Flathead County Courthouse. Beacon File Photo

Partnerships and Collaboration

“We work hand in hand to solve community issues instead of pointing fingers about who should be doing what,” says Daryl Schliem, president and CEO of the Bozeman Area Chamber of Commerce since 2010. “We all take responsibility for what’s happening.”

If Schliem had to point to one pivotal secret to success, he would land on community collaboration. In a world of various interests and viewpoints, it’s important to work together instead of flying solo in order to achieve true success. That includes bringing together community members for public meetings and making sure city and county leaders are communicating and keeping each other aware of the day-to-day challenges and plans.

“We have our differences. But we don’t allow our minor differences to overshadow the majority when we find common ground.
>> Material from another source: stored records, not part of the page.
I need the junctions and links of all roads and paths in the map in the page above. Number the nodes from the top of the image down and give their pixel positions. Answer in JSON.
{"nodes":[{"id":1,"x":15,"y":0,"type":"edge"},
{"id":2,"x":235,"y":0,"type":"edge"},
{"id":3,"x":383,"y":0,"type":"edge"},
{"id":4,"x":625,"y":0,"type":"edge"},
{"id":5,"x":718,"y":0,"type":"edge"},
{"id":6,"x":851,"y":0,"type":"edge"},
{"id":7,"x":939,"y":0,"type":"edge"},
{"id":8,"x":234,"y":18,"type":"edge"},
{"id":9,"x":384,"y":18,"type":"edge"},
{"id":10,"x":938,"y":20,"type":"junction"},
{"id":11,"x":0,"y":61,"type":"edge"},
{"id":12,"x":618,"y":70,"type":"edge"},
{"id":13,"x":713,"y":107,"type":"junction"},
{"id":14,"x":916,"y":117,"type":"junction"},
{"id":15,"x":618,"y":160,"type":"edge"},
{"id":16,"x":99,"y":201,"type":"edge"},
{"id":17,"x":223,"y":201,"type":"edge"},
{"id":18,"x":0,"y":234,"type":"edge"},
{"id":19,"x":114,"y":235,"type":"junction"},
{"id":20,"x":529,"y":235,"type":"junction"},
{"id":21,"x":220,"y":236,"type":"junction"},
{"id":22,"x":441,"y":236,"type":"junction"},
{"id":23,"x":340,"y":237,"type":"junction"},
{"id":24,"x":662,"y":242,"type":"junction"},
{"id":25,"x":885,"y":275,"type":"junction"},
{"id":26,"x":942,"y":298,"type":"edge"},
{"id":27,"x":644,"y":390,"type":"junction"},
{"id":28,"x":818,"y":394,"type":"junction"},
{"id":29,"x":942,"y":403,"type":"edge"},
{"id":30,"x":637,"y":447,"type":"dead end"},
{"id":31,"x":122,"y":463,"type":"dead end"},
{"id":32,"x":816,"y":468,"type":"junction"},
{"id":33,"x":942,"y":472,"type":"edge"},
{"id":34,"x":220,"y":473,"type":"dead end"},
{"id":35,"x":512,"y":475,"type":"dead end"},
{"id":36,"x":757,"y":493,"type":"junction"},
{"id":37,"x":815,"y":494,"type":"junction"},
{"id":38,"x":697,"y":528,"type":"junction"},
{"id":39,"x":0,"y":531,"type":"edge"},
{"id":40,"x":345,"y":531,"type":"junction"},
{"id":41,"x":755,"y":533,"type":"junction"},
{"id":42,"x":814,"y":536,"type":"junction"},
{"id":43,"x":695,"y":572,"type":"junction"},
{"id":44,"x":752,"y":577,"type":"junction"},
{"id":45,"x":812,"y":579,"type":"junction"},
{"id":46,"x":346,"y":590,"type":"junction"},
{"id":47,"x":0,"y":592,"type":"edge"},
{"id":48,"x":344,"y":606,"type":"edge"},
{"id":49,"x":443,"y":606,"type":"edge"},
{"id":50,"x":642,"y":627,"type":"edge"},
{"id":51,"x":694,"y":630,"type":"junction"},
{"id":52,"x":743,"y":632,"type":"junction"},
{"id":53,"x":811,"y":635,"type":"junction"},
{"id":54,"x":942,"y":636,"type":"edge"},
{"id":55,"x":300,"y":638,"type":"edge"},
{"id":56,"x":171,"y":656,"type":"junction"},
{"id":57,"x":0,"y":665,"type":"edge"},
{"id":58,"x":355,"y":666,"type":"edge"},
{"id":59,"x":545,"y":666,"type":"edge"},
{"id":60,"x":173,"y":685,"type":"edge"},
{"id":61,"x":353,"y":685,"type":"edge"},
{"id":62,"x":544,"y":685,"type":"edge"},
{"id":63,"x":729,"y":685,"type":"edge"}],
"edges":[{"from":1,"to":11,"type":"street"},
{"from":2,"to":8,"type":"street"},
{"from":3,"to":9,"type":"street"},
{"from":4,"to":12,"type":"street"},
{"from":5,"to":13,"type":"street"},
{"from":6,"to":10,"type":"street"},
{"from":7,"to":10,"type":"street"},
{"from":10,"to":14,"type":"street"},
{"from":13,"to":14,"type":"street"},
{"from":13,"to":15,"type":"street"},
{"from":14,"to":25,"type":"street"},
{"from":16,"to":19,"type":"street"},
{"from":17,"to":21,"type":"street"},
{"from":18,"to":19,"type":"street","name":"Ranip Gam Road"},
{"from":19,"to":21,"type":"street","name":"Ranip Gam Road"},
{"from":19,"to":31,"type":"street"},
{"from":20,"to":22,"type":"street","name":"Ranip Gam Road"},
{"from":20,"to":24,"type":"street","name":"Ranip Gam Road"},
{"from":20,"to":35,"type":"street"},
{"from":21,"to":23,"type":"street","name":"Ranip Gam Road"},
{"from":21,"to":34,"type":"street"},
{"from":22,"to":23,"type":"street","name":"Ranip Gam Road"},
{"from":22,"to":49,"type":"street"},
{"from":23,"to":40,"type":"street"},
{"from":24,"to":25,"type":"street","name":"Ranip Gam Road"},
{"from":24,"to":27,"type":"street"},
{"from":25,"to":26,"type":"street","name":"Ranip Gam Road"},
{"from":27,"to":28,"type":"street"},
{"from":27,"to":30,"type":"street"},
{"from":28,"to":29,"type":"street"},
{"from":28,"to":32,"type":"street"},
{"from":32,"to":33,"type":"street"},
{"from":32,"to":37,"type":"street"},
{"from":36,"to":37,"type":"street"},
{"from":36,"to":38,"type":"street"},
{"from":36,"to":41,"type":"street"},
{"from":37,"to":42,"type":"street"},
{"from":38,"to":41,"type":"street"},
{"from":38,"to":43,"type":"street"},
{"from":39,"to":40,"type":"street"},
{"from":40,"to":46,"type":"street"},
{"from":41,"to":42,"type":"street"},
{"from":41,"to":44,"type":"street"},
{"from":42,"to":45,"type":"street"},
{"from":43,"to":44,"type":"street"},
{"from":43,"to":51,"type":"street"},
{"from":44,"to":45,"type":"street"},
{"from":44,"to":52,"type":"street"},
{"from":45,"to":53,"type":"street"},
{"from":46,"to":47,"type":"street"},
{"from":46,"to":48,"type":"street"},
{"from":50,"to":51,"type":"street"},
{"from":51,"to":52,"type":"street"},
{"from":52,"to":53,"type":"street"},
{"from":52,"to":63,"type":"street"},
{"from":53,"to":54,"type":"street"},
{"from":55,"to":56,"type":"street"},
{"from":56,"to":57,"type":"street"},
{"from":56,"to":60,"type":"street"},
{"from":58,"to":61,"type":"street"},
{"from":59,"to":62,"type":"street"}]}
A lot of times people will focus on minority issues or things we disagree on instead of focusing on what we do agree on,” he says.

When times are good, it’s easy to disregard collaboration. Just the opposite should happen, Schliem says. A sizeable hurdle or community-wide challenge is always right around the corner.

“Even though things are vibrant and going well, we never take that for granted,” he says. “We are always working to get ahead of the issue and not play catch up.”

Fontenot, the economic development director for Bozeman, credits the community-wide collaboration for much of Gallatin’s success.

“There’s no magic recipe. There’s just a recognition that we work better together and we can get more done together than if we have turf wars,” he says. “When that happens, the ones who suffer are the businesses.”